Even before Hong Kong passed a National Security Law on June 30, 2020, stifling the pro-democracy movement and the anti-extradition protests that had rocked the territory for a year, commentators were repeating the mantra “Hong Kong today, is Taiwan next?”
It was a pertinent question, not least because of how Chinese President Xi Jinping (習近平) on Jan. 2, 2019, linked the so-called “1992 consensus” to “one China” and the implementation of “one country, two systems” in Taiwan.
However, there are too many differences between Hong Kong’s situation — history, status, a shared border with China, a government doing the bidding of the Chinese Communist Party (CCP) — and Taiwan’s long-term, albeit ambiguous, security assurances from the US that made the comparison relevant, but ultimately unconvincing.
There was an outpouring of sympathy for Hong Kongers from Taiwanese, but people living in this country have lived under the threat of Chinese invasion for so long, it is difficult to maintain an appropriate level of alarm.
The Russian invasion of Ukraine feels different. Putting aside for now whether the West should have seen this coming, the point is that politicians in the US, the UK, Europe and across the world were caught off-guard, and recognize that the world is likely moving into a new, less predictable era.

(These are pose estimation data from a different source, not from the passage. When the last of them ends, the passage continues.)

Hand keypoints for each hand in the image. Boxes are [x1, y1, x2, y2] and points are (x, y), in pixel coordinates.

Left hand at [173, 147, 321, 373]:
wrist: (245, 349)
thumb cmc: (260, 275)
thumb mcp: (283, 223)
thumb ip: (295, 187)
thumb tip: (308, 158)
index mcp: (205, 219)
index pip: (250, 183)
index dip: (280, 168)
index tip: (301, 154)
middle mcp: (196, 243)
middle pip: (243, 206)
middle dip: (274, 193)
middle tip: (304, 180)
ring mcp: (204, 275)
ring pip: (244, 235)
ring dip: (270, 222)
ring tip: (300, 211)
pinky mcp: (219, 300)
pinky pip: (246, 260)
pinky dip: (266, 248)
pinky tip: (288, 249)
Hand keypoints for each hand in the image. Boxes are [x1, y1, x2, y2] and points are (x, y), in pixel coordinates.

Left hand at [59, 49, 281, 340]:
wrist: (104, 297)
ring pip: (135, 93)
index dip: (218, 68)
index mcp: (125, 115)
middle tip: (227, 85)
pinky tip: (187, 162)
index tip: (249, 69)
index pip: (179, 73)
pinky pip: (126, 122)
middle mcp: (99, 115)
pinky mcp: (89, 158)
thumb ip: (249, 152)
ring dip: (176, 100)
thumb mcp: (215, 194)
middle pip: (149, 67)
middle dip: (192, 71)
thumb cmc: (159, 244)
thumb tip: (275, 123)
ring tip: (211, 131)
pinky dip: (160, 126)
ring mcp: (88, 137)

Again, the question is being asked, is Taiwan next? What is Xi thinking as he watches events unfold?
However, there are still so many variables involved, and nobody knows what is going to happen. Hong Kong is not Taiwan, Xi is not Russian President Vladimir Putin, Taiwan is not Ukraine and Taiwanese are not Ukrainians.
On Saturday last week, during a virtual forum, US political scientist Francis Fukuyama said that Taiwan’s future and independence were in danger because Taiwanese are less likely to defend themselves than Ukrainians are. When questioned about this, he said it was just his perception and that he would like to be wrong.

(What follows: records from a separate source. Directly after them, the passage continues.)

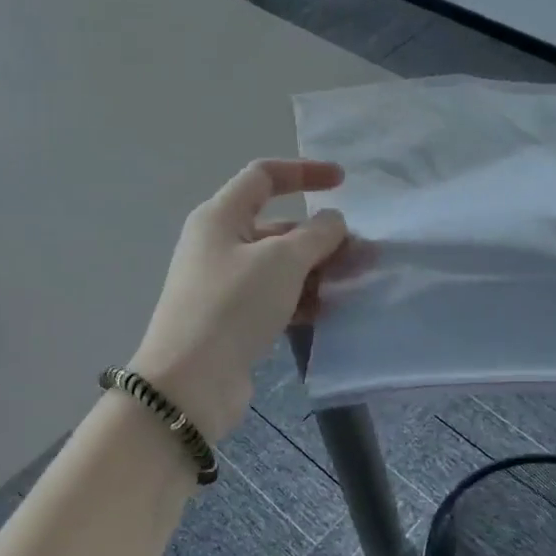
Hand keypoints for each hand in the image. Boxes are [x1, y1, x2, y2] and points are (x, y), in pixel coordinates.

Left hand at [131, 160, 347, 438]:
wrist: (191, 383)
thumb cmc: (233, 305)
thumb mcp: (281, 261)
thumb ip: (316, 234)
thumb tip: (332, 221)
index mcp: (220, 217)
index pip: (263, 176)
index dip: (304, 172)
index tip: (344, 183)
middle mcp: (219, 244)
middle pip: (278, 227)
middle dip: (321, 237)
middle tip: (363, 256)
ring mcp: (225, 284)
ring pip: (280, 266)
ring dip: (317, 271)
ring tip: (355, 285)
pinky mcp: (233, 319)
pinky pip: (274, 297)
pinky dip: (302, 299)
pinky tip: (330, 311)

It is impossible to predict how people are going to react in extreme situations.
Taiwanese are not passive observers. It is true that the younger generation have had their democratic freedoms handed to them and that they have never been asked to fight. However, it is also true that members of this generation, like the generation before it, have proven themselves to be politically active, fighting for justice in the mode appropriate for the situation.
Hundreds marched through Taipei on Monday to commemorate the 75th anniversary of the 228 Incident, and events were held across the nation to mark the anniversary.
President Tsai Ing-wen’s (蔡英文) speech at the official opening of the Ching-kuo Chi-hai Cultural Park and Chiang Ching-kuo Presidential Library on Jan. 22, in which she praised former president Chiang Ching-kuo’s (蔣經國) anti-communist stance, was met with anger not just by Taiwanese who had lived through martial law and the White Terror era, but by members of the younger generation, too.
These are expressions of a nation that has yet to process the trauma of violence and decades of suppression prior to democratization in 1987: Marches to commemorate the 228 Incident had been banned until this point.
It is not just about processing a shared national trauma; it is about looking for a brighter future. The organizers of the Taipei march made three requests to the government, one of which was to build a new Taiwanese nation as it fights Chinese imperialism.
Taiwanese are engaged. They know what is happening, and they know what is at stake. They know that an invasion by the CCP would expose them to more decades of suppression and brainwashing, having just emerged from the same treatment under the post-war Chinese Nationalist Party (KMT) regime.
Who knows what they will do when they have a gun placed in their hands?